At the time of Khomeini’s death Khamenei was not a marja or an ayatollah, and the Constitution of Islamic Republic of Iran required the Leader to be a marja. However, Ayatollah Khomeini had not been satisfied with the field of candidates to replace him and in April 1989, three months before his death, assigned a team to revise the constitution so that the Leader of Iran need only be an expert on Islamic jurisprudence and possess the “appropriate political and managerial skills”. This new amendment to the constitution had not been put to a referendum yet, so after voting for Khamenei, the Assembly of Experts internally titled him a temporary office holder until the new constitution became effective. The choice of Khamenei is said to be a political one, but the “political elite” of the Islamic Republic “rallied behind Khamenei” and his status was “elevated overnight” from Hojjat ol-Islam to Ayatollah.
His status as marja is controversial. In 1994, after the death of Grand Ayatollah Mohammad Ali Araki, the Society of Seminary Teachers of Qom declared Khamenei a new marja. However, four of Iran’s dissident grand ayatollahs declined to recognize Khamenei as a marja. Nevertheless, according to narjes.org a cleric only needs acceptance of a few grand ayatollahs to be recognized as marja. Khamenei refused the offer of marja’iyat for Iran, as he explained, due to other heavy responsibilities, but agreed to be the marja for the Shi’as outside of Iran. His acceptance of marja’iyat for Shi’as outside Iran does not have traditional precedence in Shi’ism. Marja’iyat can be, and in modern times it increasingly is, transitional. This title has been widely criticised by Muslim scholars who do not recognise Khamenei as an Ayatollah-Ozma or Marja-e-Taqlid.

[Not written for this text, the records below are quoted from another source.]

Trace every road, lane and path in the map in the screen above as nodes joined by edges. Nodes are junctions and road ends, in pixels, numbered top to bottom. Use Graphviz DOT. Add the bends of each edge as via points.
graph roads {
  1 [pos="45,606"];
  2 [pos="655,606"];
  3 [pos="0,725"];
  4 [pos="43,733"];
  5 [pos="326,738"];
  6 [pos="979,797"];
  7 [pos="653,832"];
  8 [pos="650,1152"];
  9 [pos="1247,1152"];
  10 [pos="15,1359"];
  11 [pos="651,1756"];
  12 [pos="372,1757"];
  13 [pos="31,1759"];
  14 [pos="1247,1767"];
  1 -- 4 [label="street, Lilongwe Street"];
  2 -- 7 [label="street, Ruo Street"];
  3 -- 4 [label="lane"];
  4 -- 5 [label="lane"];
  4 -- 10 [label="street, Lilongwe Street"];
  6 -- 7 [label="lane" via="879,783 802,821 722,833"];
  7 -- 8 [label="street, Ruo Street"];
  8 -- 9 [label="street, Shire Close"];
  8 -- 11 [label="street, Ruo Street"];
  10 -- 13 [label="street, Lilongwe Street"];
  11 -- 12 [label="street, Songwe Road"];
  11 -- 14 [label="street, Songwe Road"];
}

Grand Ayatollah Mohammad Shirazi, who was under house-arrest at the time for his opposition to Grand Ayatollah Ruhollah Khomeini, did not accept Leader Ayatollah Ali Khamenei as a marja. According to “Human Rights in Iran” (2001) by Pace University‘s Reza Afshari, Shirazi was “indignant” over recognition of Khamenei as the Leader and a marja. Shirazi (who died in late 2001) apparently favored a committee of Grand Ayatollahs to lead the country. Other marjas who questioned the legitimacy of Khamenei’s marja’yat were dissident clerics: Grand Ayatollah Hossein-Ali Montazeri, Grand Ayatollah Hassan Tabatabai-Qomi and Grand Ayatollah Yasubedin Rastegar Jooybari. In 1997 the more senior Grand Ayatollah Hossein-Ali Montazeri, “questioned the powers of the Leader” and was punished with the closure of his religious school, an attack on his office in Qom” and a period of house arrest.

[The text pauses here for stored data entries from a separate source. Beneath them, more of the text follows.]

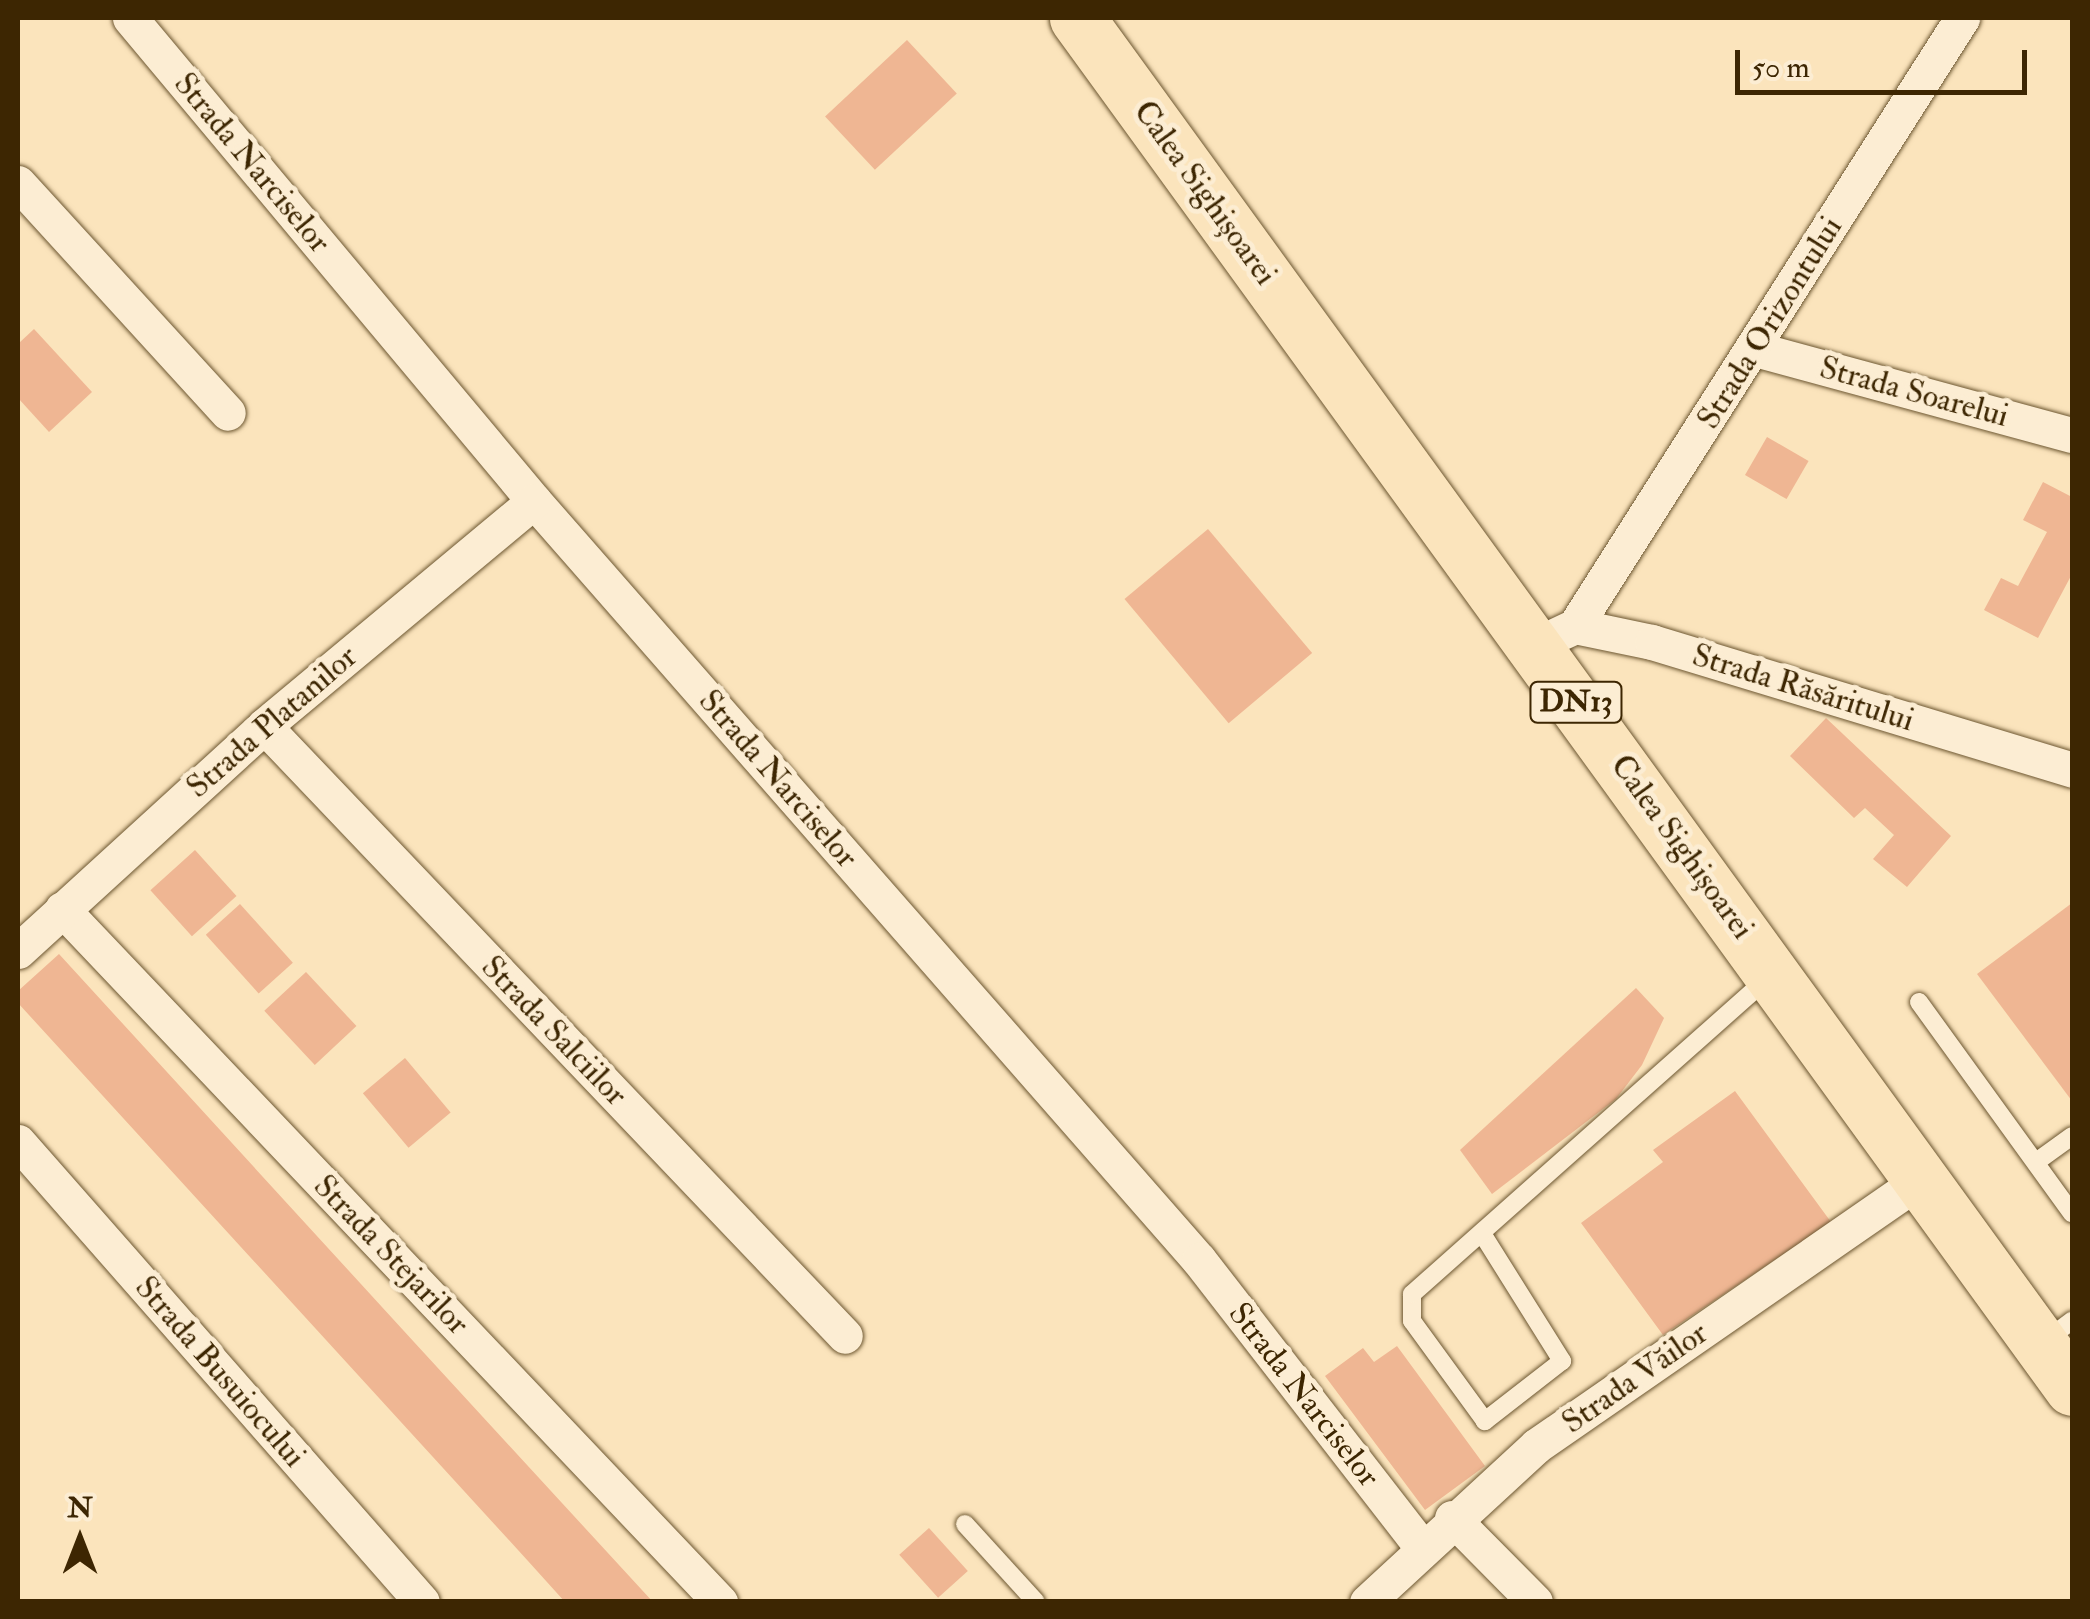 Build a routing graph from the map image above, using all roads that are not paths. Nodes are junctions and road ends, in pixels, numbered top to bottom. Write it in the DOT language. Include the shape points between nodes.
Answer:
graph roads {
  1 [pos="130,18"];
  2 [pos="1077,18"];
  3 [pos="1962,18"];
  4 [pos="18,183"];
  5 [pos="1755,349"];
  6 [pos="228,413"];
  7 [pos="2072,435"];
  8 [pos="534,501"];
  9 [pos="1555,636"];
  10 [pos="264,726"];
  11 [pos="2072,770"];
  12 [pos="62,909"];
  13 [pos="18,952"];
  14 [pos="1774,974"];
  15 [pos="1919,1002"];
  16 [pos="2072,1136"];
  17 [pos="18,1142"];
  18 [pos="2036,1162"];
  19 [pos="1922,1179"];
  20 [pos="2072,1213"];
  21 [pos="1484,1235"];
  22 [pos="2056,1333"];
  23 [pos="845,1336"];
  24 [pos="2072,1388"];
  25 [pos="1452,1518"];
  26 [pos="965,1524"];
  27 [pos="1420,1545"];
  28 [pos="422,1602"];
  29 [pos="720,1602"];
  30 [pos="1036,1602"];
  31 [pos="1367,1602"];
  32 [pos="1536,1602"];
  1 -- 8 [label="street, Strada Narciselor"];
  2 -- 9 [label="highway, Calea Sighișoarei / DN13"];
  3 -- 5 [label="street, Strada Orizontului"];
  4 -- 6 [label="street"];
  5 -- 7 [label="street, Strada Soarelui"];
  5 -- 9 [label="street, Strada Orizontului"];
  8 -- 10 [label="street, Strada Platanilor"];
  8 -- 27 [label="street, Strada Narciselor" via="1200,1260"];
  9 -- 11 [label="street, Strada Răsăritului"];
  9 -- 14 [label="highway, Calea Sighișoarei / DN13"];
  10 -- 12 [label="street, Strada Platanilor"];
  10 -- 23 [label="street, Strada Salciilor"];
  12 -- 13 [label="street, Strada Platanilor"];
  12 -- 29 [label="street, Strada Stejarilor"];
  14 -- 19 [label="highway, Calea Sighișoarei / DN13"];
  14 -- 21 [label="lane"];
  15 -- 18 [label="lane"];
  16 -- 18 [label="lane"];
  17 -- 28 [label="street, Strada Busuiocului"];
  18 -- 20 [label="lane"];
  19 -- 22 [label="highway, Calea Sighișoarei / DN13"];
  19 -- 25 [label="street, Strada Văilor" via="1536,1446"];
  21 -- 21 [label="lane" via="1562,1361 1485,1421 1408,1308 1432,1271"];
  22 -- 24 [label="highway, Calea Sighișoarei / DN13"];
  25 -- 27 [label="street, Strada Văilor"];
  25 -- 32 [label="street"];
  26 -- 30 [label="lane"];
  27 -- 31 [label="street, Strada Văilor"];
}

As a Grand Ayatollah (disputed or not), Khamenei has issued thousands of fatwas in answer to questions from Shi’a petitioners, “on everything from Islamic law to betting on basketball, student loans to children in day care with non-Muslims, women on motorcycles to staying in hotels used by Buddhists“. He has ruled against the wearing of neckties and the listening to music and news from foreign sources, but not nose piercing (as long as adornments are covered).
Fatwa regarding companions of Muhammad
In 2010, Imam Khamenei issued a fatwa which bans any insult to the Sahabah (companions of Muhammad) as well as Muhammad’s wives. It has been argued by some that the fatwa was issued in an effort to reconcile legal, social, and political disagreements between the two largest sects in Islam: Sunni and Shia.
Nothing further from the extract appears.